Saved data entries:
Content starts
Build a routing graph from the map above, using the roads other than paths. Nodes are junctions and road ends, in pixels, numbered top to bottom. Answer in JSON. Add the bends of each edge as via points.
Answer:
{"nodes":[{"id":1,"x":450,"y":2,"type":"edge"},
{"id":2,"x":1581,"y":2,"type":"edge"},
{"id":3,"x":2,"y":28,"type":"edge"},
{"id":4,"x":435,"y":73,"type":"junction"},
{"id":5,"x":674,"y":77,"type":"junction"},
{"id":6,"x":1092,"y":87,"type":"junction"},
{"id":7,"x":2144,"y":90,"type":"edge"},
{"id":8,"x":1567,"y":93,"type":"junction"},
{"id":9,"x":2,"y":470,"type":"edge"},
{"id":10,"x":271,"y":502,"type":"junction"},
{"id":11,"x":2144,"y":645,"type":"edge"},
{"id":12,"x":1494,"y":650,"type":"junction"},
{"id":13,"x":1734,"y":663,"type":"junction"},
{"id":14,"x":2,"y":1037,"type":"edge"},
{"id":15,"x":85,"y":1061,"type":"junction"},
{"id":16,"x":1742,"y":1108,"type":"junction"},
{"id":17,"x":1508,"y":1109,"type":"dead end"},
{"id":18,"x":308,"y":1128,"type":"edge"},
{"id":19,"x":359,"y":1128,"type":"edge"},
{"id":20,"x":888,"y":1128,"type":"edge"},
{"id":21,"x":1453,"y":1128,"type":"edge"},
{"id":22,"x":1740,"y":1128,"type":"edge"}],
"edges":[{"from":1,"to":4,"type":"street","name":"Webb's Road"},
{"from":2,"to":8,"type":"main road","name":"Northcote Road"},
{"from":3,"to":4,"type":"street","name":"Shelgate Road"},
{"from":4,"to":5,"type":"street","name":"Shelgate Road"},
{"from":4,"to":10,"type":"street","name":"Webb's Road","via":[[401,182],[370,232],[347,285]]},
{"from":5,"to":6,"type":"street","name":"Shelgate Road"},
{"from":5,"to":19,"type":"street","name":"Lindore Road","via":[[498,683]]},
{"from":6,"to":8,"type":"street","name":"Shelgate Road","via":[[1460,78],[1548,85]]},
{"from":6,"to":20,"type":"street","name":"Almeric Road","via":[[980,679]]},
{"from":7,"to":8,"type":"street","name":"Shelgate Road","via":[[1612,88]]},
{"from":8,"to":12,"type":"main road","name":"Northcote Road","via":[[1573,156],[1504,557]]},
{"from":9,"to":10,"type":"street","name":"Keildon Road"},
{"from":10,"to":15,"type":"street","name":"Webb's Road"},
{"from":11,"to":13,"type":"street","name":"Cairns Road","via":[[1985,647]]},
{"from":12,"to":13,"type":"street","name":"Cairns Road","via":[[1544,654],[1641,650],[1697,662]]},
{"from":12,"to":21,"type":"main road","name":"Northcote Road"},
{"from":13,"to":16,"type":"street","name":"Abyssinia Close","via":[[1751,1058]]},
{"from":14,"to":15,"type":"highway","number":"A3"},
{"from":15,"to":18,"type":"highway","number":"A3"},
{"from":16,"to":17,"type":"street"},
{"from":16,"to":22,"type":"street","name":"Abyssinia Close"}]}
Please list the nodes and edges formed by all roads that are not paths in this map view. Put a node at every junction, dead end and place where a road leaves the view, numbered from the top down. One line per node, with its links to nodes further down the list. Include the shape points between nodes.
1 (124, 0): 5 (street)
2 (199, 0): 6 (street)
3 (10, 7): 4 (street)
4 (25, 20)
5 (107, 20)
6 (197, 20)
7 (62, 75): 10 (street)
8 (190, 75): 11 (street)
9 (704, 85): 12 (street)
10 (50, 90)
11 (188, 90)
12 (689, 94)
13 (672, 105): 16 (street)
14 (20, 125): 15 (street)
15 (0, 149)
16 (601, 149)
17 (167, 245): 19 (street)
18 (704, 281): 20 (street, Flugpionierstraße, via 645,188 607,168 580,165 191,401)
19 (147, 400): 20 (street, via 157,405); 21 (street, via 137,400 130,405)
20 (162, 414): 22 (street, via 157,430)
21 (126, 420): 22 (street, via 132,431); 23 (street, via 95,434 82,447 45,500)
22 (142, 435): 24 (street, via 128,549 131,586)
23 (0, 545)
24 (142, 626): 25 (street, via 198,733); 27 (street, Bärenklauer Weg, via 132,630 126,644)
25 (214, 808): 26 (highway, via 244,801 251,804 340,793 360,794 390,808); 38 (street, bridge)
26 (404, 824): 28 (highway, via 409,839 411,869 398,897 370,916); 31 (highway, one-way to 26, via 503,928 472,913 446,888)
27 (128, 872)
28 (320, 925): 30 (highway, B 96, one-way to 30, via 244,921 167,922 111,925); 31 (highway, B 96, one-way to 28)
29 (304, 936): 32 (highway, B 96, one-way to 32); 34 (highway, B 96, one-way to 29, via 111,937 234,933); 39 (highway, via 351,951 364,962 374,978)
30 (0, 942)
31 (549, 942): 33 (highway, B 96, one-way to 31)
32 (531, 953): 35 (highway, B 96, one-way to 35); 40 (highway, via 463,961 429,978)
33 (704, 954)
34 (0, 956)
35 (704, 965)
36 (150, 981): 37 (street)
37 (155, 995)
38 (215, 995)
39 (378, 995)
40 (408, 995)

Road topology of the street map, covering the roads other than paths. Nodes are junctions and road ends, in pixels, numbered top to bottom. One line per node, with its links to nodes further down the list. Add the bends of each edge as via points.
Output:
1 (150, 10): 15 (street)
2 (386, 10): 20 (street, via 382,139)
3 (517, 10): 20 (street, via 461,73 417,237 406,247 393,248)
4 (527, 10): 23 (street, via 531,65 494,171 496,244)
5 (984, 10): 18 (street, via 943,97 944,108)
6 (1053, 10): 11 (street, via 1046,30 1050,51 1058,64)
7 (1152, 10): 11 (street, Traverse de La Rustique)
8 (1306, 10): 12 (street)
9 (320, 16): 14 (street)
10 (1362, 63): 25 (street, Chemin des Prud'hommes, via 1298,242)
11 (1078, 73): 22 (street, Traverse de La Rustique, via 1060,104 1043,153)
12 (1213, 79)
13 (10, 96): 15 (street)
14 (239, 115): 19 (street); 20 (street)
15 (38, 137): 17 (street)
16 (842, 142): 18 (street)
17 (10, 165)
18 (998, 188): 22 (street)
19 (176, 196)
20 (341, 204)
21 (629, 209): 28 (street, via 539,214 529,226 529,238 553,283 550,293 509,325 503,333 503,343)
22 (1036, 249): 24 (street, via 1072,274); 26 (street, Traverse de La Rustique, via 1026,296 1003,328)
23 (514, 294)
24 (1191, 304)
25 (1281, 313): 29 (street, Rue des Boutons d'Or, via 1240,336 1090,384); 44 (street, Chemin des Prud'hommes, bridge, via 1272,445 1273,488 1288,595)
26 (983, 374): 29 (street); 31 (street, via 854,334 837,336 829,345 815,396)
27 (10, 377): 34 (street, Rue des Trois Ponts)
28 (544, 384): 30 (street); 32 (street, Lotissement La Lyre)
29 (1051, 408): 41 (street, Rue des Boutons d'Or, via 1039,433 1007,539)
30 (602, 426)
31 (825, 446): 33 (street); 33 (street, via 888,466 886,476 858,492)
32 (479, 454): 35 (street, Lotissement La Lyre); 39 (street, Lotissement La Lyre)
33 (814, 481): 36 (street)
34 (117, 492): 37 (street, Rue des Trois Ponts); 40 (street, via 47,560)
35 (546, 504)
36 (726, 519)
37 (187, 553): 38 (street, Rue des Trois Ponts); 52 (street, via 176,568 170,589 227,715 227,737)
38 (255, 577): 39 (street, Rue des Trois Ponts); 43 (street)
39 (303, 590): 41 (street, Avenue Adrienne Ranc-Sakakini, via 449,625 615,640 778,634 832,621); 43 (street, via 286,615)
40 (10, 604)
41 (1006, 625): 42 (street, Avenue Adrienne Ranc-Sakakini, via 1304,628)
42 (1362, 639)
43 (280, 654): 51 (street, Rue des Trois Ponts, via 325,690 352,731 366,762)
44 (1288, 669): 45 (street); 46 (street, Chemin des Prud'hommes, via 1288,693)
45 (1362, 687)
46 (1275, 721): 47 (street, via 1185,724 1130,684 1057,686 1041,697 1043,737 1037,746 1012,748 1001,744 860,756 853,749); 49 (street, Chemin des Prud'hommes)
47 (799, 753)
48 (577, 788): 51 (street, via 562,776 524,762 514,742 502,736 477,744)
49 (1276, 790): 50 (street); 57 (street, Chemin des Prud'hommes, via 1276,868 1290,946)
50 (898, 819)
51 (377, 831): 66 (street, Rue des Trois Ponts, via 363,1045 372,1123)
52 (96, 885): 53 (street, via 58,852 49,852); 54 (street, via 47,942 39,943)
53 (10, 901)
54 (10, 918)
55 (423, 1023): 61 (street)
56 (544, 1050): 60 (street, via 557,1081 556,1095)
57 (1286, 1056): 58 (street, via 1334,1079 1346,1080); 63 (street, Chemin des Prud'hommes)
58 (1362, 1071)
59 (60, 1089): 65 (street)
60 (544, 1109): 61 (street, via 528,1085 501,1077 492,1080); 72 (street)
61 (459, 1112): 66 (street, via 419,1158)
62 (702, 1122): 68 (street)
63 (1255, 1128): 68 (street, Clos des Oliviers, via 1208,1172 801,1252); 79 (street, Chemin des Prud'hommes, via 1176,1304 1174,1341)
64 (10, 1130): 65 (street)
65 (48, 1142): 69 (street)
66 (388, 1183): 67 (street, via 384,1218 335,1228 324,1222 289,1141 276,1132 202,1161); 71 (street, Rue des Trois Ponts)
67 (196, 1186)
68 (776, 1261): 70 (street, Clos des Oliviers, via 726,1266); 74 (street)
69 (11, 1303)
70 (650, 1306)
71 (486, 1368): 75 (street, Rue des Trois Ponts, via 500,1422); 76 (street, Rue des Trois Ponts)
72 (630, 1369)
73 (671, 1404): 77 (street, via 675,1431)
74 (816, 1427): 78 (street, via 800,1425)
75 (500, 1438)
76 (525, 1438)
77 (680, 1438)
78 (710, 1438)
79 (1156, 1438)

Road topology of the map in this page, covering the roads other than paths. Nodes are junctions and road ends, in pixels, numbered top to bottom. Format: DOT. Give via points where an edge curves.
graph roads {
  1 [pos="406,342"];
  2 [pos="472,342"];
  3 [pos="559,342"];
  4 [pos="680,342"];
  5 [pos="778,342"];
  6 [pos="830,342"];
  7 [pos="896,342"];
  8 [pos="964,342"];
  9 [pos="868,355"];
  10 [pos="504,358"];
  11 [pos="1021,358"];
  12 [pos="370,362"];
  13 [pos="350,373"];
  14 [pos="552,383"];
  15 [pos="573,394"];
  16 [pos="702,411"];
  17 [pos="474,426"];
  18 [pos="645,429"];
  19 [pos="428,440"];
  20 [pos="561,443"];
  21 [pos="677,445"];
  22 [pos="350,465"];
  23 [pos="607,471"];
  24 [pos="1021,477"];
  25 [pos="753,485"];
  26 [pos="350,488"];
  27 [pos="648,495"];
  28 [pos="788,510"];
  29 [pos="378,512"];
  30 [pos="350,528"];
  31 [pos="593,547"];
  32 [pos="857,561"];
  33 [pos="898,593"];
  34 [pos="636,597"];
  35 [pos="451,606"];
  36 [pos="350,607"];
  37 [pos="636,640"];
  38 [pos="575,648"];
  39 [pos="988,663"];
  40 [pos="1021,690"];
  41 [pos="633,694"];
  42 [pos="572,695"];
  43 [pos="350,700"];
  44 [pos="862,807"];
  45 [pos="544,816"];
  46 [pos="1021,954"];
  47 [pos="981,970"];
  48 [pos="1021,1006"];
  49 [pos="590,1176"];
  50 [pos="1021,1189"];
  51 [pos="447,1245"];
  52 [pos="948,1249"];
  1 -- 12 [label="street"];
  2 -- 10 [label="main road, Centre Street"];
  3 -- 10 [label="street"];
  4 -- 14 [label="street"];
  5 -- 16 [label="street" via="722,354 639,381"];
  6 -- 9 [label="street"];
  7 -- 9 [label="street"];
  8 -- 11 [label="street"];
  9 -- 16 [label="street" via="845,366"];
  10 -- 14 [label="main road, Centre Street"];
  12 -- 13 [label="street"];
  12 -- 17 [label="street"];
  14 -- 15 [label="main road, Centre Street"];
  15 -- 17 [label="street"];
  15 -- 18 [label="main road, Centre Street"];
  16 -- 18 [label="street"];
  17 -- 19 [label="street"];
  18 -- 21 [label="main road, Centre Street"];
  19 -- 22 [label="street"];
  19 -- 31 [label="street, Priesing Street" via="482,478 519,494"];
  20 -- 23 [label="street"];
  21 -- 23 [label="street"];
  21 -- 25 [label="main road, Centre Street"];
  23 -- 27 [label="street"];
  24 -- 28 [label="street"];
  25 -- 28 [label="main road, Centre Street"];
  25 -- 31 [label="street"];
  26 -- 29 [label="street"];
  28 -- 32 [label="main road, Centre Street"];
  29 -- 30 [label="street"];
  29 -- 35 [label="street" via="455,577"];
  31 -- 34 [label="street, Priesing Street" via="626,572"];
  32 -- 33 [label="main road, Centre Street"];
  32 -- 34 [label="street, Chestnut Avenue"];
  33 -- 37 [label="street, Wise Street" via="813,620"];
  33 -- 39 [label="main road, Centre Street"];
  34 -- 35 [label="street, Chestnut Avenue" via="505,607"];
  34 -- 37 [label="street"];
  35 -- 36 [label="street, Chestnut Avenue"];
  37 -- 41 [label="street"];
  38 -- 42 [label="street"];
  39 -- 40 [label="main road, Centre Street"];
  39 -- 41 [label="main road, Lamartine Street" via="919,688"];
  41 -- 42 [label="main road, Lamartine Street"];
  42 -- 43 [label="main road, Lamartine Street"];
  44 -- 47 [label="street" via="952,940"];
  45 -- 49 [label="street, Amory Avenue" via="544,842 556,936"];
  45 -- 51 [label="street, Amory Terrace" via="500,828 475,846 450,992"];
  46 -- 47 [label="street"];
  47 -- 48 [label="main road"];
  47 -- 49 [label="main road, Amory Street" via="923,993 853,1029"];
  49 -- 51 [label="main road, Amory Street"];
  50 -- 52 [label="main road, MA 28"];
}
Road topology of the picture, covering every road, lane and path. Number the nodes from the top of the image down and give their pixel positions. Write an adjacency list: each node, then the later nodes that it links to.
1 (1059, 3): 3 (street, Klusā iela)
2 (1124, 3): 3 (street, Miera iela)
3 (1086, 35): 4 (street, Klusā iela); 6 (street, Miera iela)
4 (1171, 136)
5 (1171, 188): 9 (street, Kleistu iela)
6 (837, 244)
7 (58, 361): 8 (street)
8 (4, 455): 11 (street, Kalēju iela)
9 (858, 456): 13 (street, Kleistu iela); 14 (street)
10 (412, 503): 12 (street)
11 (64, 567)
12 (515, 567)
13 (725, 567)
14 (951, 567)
Content ends
Assignment
State the number of lines in the entries above that contain the word "bridge", and nothing more.

Answer to the problem
2